*How to complete this task*: From the listing below, count the lines where the string "جمیل" occurs. Give the number, with no other words.

*Source data*:
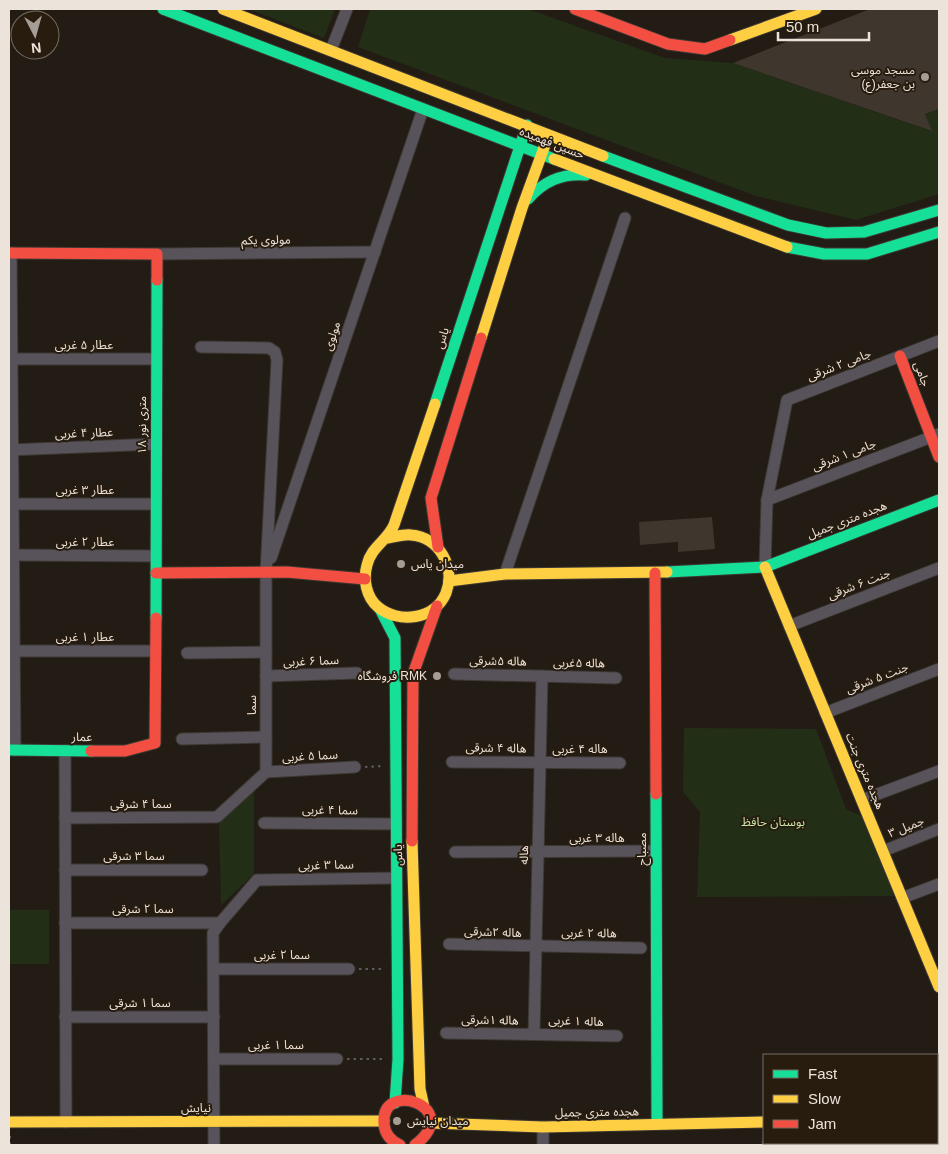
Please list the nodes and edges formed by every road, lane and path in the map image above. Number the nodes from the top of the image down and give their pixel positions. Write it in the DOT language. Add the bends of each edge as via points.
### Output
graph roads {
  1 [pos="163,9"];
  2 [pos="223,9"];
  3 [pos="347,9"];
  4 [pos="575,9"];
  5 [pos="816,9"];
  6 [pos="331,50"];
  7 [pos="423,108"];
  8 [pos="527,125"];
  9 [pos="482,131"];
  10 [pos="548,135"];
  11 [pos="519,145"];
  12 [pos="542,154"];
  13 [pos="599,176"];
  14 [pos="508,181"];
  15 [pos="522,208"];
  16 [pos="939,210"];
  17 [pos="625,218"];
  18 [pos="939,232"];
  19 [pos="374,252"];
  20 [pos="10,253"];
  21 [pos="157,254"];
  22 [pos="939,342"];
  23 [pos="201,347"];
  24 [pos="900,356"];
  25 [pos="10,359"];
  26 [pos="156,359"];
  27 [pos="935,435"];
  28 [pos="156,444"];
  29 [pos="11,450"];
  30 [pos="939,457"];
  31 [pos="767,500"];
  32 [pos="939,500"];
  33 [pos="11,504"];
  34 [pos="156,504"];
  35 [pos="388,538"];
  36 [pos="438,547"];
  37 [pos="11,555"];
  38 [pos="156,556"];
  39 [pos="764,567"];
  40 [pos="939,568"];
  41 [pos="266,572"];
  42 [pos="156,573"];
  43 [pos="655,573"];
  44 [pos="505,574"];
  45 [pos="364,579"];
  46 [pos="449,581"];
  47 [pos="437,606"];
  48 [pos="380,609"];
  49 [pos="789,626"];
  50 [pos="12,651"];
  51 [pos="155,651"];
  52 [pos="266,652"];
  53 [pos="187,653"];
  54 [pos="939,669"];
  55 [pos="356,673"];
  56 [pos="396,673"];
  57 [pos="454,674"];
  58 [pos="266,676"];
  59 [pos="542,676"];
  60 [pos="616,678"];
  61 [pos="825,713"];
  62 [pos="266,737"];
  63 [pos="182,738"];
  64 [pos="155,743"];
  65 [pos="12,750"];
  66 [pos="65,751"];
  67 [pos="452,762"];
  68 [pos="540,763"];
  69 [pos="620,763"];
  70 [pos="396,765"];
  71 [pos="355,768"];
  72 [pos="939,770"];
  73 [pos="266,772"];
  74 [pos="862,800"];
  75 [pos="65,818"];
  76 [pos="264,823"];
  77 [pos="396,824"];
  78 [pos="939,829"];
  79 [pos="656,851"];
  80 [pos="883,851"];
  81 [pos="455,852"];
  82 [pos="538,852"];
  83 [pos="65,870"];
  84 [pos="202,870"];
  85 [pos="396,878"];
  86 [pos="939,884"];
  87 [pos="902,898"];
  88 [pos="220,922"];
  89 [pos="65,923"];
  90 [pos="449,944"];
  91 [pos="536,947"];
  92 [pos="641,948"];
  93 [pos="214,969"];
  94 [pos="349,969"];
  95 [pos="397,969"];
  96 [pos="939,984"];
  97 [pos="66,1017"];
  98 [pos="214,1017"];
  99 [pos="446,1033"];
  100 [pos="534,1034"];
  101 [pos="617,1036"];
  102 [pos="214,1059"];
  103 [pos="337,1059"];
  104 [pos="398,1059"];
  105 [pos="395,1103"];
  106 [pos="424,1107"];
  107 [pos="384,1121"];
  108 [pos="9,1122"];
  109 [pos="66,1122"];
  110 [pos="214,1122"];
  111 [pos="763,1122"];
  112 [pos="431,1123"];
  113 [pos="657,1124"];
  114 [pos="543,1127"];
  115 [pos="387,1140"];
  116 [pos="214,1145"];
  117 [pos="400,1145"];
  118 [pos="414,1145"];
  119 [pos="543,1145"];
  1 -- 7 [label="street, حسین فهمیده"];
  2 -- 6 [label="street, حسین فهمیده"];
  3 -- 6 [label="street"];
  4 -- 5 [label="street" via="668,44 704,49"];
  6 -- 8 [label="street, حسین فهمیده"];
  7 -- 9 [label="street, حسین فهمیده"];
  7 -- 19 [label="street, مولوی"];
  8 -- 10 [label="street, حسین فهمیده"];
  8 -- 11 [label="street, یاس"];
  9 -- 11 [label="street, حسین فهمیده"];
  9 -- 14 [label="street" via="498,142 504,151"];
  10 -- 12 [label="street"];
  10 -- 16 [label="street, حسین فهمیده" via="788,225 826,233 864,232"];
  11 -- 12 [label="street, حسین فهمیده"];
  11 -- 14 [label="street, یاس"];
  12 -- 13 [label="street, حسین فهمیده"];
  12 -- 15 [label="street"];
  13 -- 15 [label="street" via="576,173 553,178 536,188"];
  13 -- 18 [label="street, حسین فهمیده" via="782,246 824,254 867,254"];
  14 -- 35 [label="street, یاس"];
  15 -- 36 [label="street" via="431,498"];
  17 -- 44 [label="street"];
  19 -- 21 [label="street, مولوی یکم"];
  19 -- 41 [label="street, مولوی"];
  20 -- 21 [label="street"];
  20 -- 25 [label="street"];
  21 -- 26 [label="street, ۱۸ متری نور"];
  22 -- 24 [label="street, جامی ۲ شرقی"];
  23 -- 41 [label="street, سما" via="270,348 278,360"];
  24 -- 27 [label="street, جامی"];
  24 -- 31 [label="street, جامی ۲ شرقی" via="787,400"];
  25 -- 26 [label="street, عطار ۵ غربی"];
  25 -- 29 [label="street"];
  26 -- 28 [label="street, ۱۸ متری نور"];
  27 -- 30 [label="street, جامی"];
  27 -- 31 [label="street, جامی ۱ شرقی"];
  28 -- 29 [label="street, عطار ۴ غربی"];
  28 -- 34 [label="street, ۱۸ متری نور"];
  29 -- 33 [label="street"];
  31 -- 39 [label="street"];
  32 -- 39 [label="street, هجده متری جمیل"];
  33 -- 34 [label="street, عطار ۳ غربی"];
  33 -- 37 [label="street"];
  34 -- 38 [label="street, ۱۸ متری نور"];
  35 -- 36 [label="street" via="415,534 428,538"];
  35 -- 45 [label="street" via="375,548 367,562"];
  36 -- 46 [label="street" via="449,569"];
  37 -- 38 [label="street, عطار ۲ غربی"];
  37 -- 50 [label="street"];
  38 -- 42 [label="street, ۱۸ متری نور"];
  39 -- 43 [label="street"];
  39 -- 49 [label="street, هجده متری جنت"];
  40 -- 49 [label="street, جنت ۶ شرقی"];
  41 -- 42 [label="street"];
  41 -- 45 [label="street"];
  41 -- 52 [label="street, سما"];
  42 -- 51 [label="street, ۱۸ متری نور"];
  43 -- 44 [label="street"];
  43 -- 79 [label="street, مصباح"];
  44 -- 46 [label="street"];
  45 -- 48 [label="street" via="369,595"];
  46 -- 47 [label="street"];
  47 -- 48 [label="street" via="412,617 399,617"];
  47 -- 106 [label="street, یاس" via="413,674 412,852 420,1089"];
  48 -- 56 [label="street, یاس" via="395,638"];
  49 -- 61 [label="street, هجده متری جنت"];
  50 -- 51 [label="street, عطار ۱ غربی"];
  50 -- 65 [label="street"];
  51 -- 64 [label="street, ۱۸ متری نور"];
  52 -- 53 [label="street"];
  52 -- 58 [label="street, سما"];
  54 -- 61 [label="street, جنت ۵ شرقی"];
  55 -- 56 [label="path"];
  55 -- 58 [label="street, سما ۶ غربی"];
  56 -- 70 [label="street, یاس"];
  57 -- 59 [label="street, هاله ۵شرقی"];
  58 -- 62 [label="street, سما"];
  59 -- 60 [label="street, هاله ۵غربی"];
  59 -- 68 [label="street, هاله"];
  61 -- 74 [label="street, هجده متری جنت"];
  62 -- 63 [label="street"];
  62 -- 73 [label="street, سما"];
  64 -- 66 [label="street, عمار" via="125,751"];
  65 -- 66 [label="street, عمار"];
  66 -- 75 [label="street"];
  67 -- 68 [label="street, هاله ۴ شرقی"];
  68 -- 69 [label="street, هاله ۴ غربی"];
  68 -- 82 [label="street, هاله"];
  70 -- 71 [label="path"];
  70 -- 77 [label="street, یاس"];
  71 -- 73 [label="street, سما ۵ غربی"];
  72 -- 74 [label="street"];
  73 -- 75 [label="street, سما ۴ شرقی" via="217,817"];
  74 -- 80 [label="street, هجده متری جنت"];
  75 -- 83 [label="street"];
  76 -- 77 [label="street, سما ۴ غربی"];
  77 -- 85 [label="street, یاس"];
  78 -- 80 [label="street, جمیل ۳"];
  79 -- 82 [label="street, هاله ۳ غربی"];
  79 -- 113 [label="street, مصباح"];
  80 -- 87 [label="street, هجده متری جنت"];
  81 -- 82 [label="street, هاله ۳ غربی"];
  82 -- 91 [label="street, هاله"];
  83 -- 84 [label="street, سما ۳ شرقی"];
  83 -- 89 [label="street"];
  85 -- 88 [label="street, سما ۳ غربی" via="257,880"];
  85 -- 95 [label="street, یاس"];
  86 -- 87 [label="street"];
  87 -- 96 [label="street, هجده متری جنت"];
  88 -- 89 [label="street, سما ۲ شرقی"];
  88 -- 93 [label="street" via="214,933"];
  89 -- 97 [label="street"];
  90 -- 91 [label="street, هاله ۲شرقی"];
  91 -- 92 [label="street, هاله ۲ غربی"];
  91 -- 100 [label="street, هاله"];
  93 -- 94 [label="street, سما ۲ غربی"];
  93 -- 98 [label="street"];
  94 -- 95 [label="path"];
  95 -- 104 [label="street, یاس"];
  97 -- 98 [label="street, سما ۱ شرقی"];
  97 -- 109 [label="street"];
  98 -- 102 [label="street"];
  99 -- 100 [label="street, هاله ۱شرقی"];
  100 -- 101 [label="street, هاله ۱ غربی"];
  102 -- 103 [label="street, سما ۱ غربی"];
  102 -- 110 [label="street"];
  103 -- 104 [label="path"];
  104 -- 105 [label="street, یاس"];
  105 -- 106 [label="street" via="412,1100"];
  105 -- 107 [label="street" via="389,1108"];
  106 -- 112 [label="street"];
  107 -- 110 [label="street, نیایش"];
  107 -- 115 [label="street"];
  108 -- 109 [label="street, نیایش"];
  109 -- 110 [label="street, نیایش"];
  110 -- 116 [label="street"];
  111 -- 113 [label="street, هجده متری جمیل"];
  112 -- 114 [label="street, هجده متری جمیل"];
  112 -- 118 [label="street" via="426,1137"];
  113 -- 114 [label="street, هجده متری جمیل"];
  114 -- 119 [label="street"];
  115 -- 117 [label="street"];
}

*Solution below*: 5